COQ ROUGE (LE). Revue littéraire. Comité de Rédaction : L. Delattre ; E. Demolder ; G. Eekhoud ; M. Maeterlinck ; F. Nautet ; E. Verhaeren. — Bruxelles.

Bi-mensuel. 64 pp. in-8°.

N°1 : mai 1895.

(Remy de Gourmont, Les Petites Revues, p. 9)

La contribution de Remy de Gourmont au Coq rouge a été communiquée par M. René Fayt. Qu'il en soit vivement remercié.

Le passage en gras a été repris dans la partie finale du masque de Georges Eekhoud, avec quelques variantes, à partir du 7e paragraphe qui commence ainsi : « Il a le génie des revirements. »
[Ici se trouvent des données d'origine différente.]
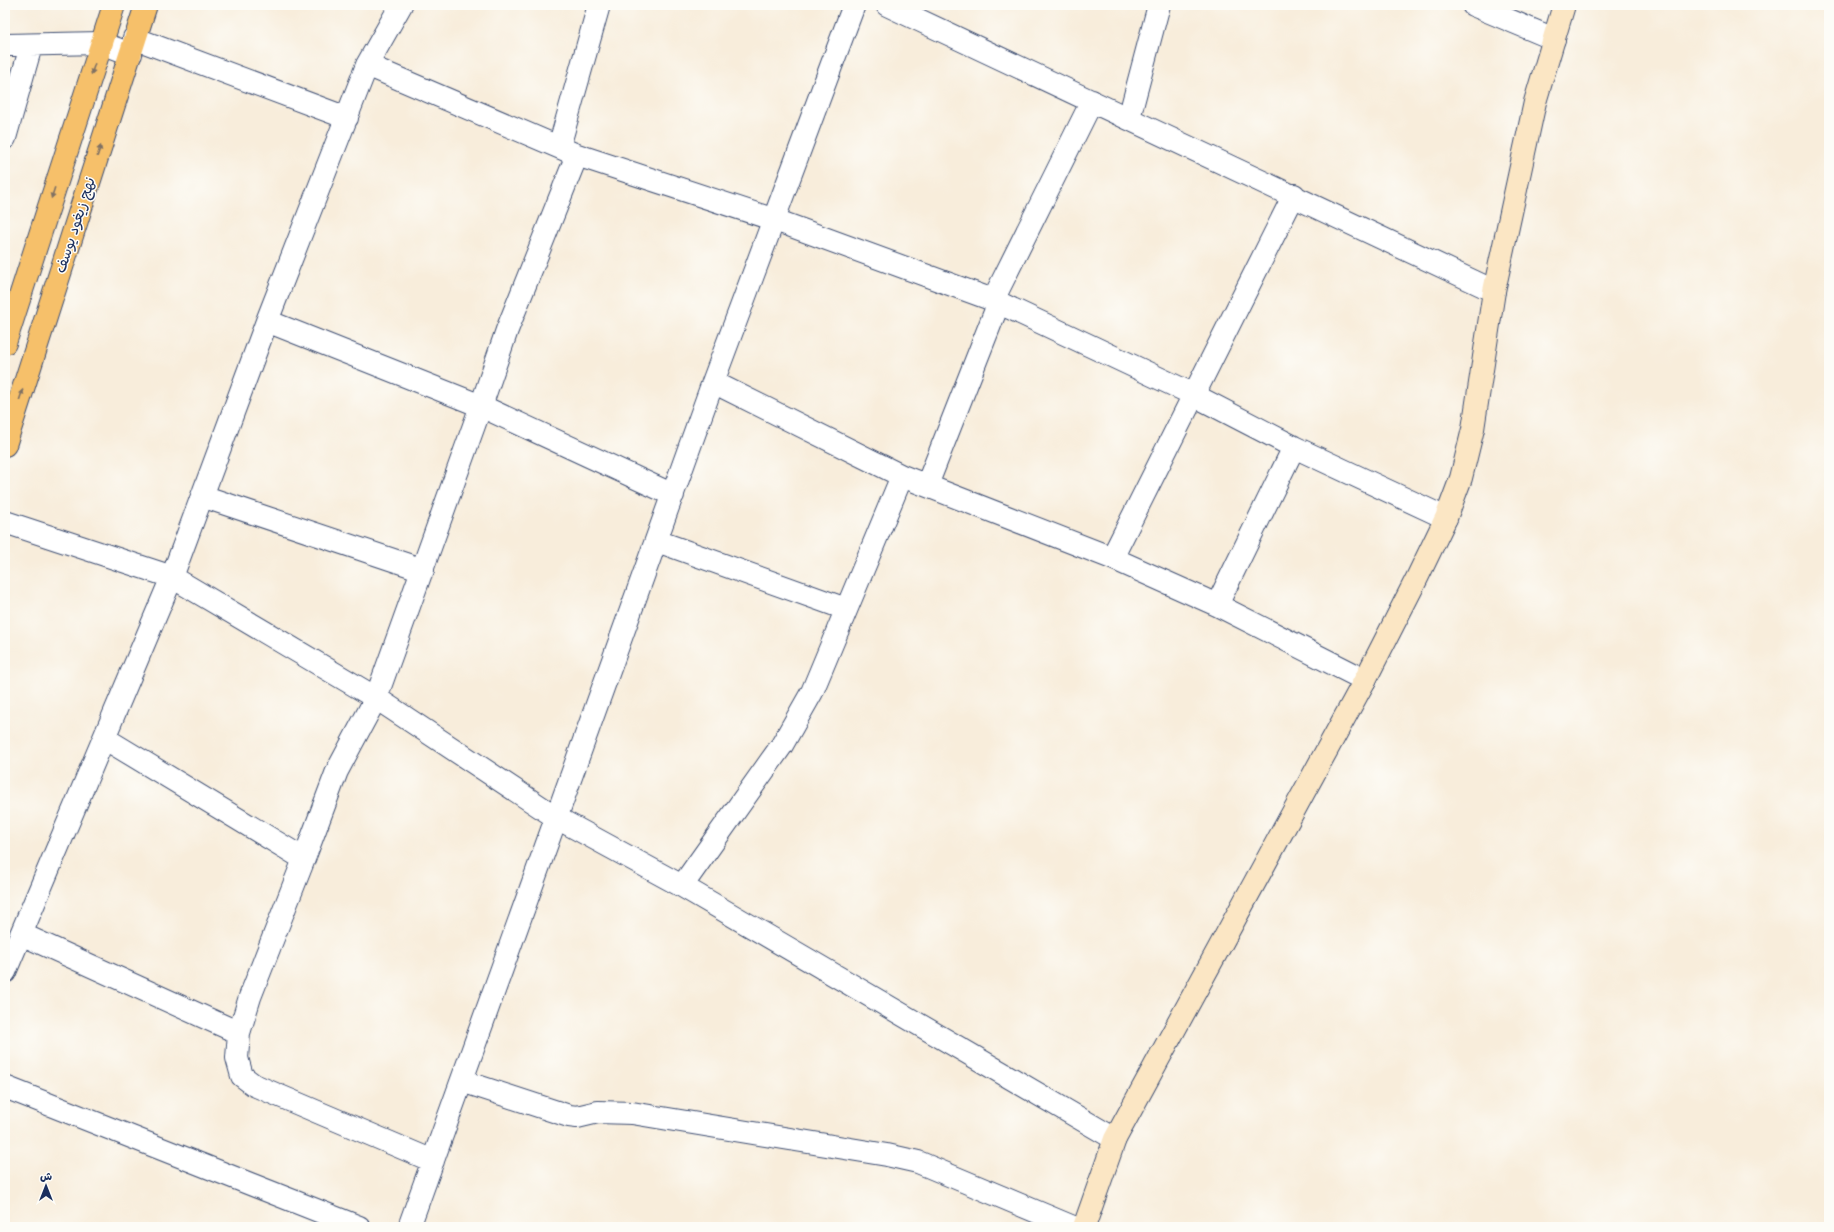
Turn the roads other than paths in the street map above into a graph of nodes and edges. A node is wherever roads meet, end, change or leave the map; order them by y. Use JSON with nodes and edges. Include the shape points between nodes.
{"nodes":[{"id":1,"x":114,"y":5,"type":"edge"},
{"id":2,"x":146,"y":5,"type":"edge"},
{"id":3,"x":401,"y":5,"type":"edge"},
{"id":4,"x":599,"y":5,"type":"edge"},
{"id":5,"x":854,"y":5,"type":"edge"},
{"id":6,"x":887,"y":5,"type":"edge"},
{"id":7,"x":1159,"y":5,"type":"edge"},
{"id":8,"x":1473,"y":5,"type":"edge"},
{"id":9,"x":1564,"y":5,"type":"edge"},
{"id":10,"x":918,"y":12,"type":"edge"},
{"id":11,"x":1554,"y":39,"type":"junction"},
{"id":12,"x":101,"y":43,"type":"junction"},
{"id":13,"x":5,"y":45,"type":"edge"},
{"id":14,"x":31,"y":46,"type":"junction"},
{"id":15,"x":133,"y":46,"type":"junction"},
{"id":16,"x":367,"y":65,"type":"junction"},
{"id":17,"x":1092,"y":101,"type":"junction"},
{"id":18,"x":347,"y":118,"type":"junction"},
{"id":19,"x":1129,"y":118,"type":"junction"},
{"id":20,"x":5,"y":138,"type":"edge"},
{"id":21,"x":568,"y":151,"type":"junction"},
{"id":22,"x":1294,"y":195,"type":"junction"},
{"id":23,"x":775,"y":220,"type":"junction"},
{"id":24,"x":1494,"y":291,"type":"junction"},
{"id":25,"x":996,"y":301,"type":"junction"},
{"id":26,"x":267,"y":321,"type":"junction"},
{"id":27,"x":5,"y":343,"type":"edge"},
{"id":28,"x":713,"y":382,"type":"junction"},
{"id":29,"x":1195,"y":395,"type":"junction"},
{"id":30,"x":482,"y":406,"type":"junction"},
{"id":31,"x":5,"y":445,"type":"edge"},
{"id":32,"x":1294,"y":447,"type":"junction"},
{"id":33,"x":902,"y":476,"type":"junction"},
{"id":34,"x":927,"y":485,"type":"junction"},
{"id":35,"x":673,"y":495,"type":"junction"},
{"id":36,"x":202,"y":496,"type":"junction"},
{"id":37,"x":1446,"y":518,"type":"junction"},
{"id":38,"x":5,"y":522,"type":"edge"},
{"id":39,"x":657,"y":541,"type":"junction"},
{"id":40,"x":1112,"y":558,"type":"junction"},
{"id":41,"x":423,"y":570,"type":"junction"},
{"id":42,"x":172,"y":577,"type":"junction"},
{"id":43,"x":1217,"y":605,"type":"junction"},
{"id":44,"x":846,"y":609,"type":"junction"},
{"id":45,"x":1365,"y":680,"type":"junction"},
{"id":46,"x":376,"y":698,"type":"junction"},
{"id":47,"x":104,"y":738,"type":"junction"},
{"id":48,"x":557,"y":818,"type":"junction"},
{"id":49,"x":304,"y":859,"type":"junction"},
{"id":50,"x":682,"y":886,"type":"junction"},
{"id":51,"x":21,"y":934,"type":"junction"},
{"id":52,"x":5,"y":972,"type":"edge"},
{"id":53,"x":239,"y":1033,"type":"junction"},
{"id":54,"x":462,"y":1081,"type":"junction"},
{"id":55,"x":5,"y":1087,"type":"edge"},
{"id":56,"x":1115,"y":1139,"type":"junction"},
{"id":57,"x":433,"y":1161,"type":"junction"},
{"id":58,"x":359,"y":1227,"type":"edge"},
{"id":59,"x":409,"y":1227,"type":"edge"},
{"id":60,"x":1073,"y":1227,"type":"edge"},
{"id":61,"x":1084,"y":1227,"type":"edge"}],
"edges":[{"from":1,"to":12,"type":"main road","name":"نهج زيغود يوسف"},
{"from":2,"to":15,"type":"main road","name":"نهج زيغود يوسف"},
{"from":3,"to":16,"type":"street"},
{"from":4,"to":21,"type":"street"},
{"from":5,"to":23,"type":"street"},
{"from":6,"to":10,"type":"street"},
{"from":7,"to":19,"type":"street"},
{"from":8,"to":11,"type":"street"},
{"from":9,"to":11,"type":"street"},
{"from":10,"to":17,"type":"street"},
{"from":11,"to":24,"type":"street","via":[[1535,102]]},
{"from":12,"to":14,"type":"street"},
{"from":12,"to":15,"type":"street"},
{"from":12,"to":27,"type":"main road","name":"نهج زيغود يوسف","one_way":true},
{"from":13,"to":14,"type":"street"},
{"from":14,"to":20,"type":"street"},
{"from":15,"to":18,"type":"street"},
{"from":31,"to":15,"type":"main road","name":"نهج زيغود يوسف","one_way":true},
{"from":16,"to":18,"type":"street"},
{"from":16,"to":21,"type":"street"},
{"from":17,"to":19,"type":"street"},
{"from":17,"to":25,"type":"street"},
{"from":18,"to":26,"type":"street"},
{"from":19,"to":22,"type":"street"},
{"from":21,"to":23,"type":"street"},
{"from":21,"to":30,"type":"street"},
{"from":22,"to":24,"type":"street"},
{"from":22,"to":29,"type":"street"},
{"from":23,"to":25,"type":"street"},
{"from":23,"to":28,"type":"street"},
{"from":24,"to":37,"type":"street","via":[[1473,429]]},
{"from":25,"to":29,"type":"street"},
{"from":25,"to":34,"type":"street"},
{"from":26,"to":30,"type":"street"},
{"from":26,"to":36,"type":"street"},
{"from":28,"to":33,"type":"street"},
{"from":28,"to":35,"type":"street"},
{"from":29,"to":32,"type":"street"},
{"from":29,"to":40,"type":"street"},
{"from":30,"to":35,"type":"street"},
{"from":30,"to":41,"type":"street"},
{"from":32,"to":37,"type":"street"},
{"from":32,"to":43,"type":"street"},
{"from":33,"to":34,"type":"street"},
{"from":33,"to":44,"type":"street"},
{"from":34,"to":40,"type":"street"},
{"from":35,"to":39,"type":"street"},
{"from":36,"to":41,"type":"street"},
{"from":36,"to":42,"type":"street"},
{"from":37,"to":45,"type":"street"},
{"from":38,"to":42,"type":"street"},
{"from":39,"to":44,"type":"street"},
{"from":39,"to":48,"type":"street"},
{"from":40,"to":43,"type":"street"},
{"from":41,"to":46,"type":"street"},
{"from":42,"to":46,"type":"street"},
{"from":42,"to":47,"type":"street"},
{"from":43,"to":45,"type":"street"},
{"from":44,"to":50,"type":"street","via":[[812,692],[782,745]]},
{"from":45,"to":56,"type":"street"},
{"from":46,"to":48,"type":"street"},
{"from":46,"to":49,"type":"street","via":[[337,771]]},
{"from":47,"to":49,"type":"street"},
{"from":47,"to":51,"type":"street"},
{"from":48,"to":50,"type":"street"},
{"from":48,"to":54,"type":"street"},
{"from":49,"to":53,"type":"street","via":[[250,997]]},
{"from":50,"to":56,"type":"street"},
{"from":51,"to":52,"type":"street"},
{"from":51,"to":53,"type":"street"},
{"from":53,"to":57,"type":"street","via":[[237,1058],[242,1076],[254,1085]]},
{"from":54,"to":57,"type":"street"},
{"from":54,"to":60,"type":"street","via":[[569,1116],[577,1117],[598,1112],[632,1113],[918,1162]]},
{"from":55,"to":58,"type":"street"},
{"from":56,"to":61,"type":"street"},
{"from":57,"to":59,"type":"street"}]}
Ire Année — N°4 — Août 1895

Etude critique

LES COMMUNIONS DE GEORGES EEKHOUD (I)

Il ne me semble pas que l'opinion littéraire soit en train, aujourd'hui mieux qu'hier, de glorifier les écrivains selon les tendances, que l'on dit pourtant fortes et invincibles, de la belle Justice. Mais cela est très heureux, très logique et très nécessaire, car il faut que s'affirme éternellement, avec la niaiserie du peuple, la fatuité des chefs du peuple.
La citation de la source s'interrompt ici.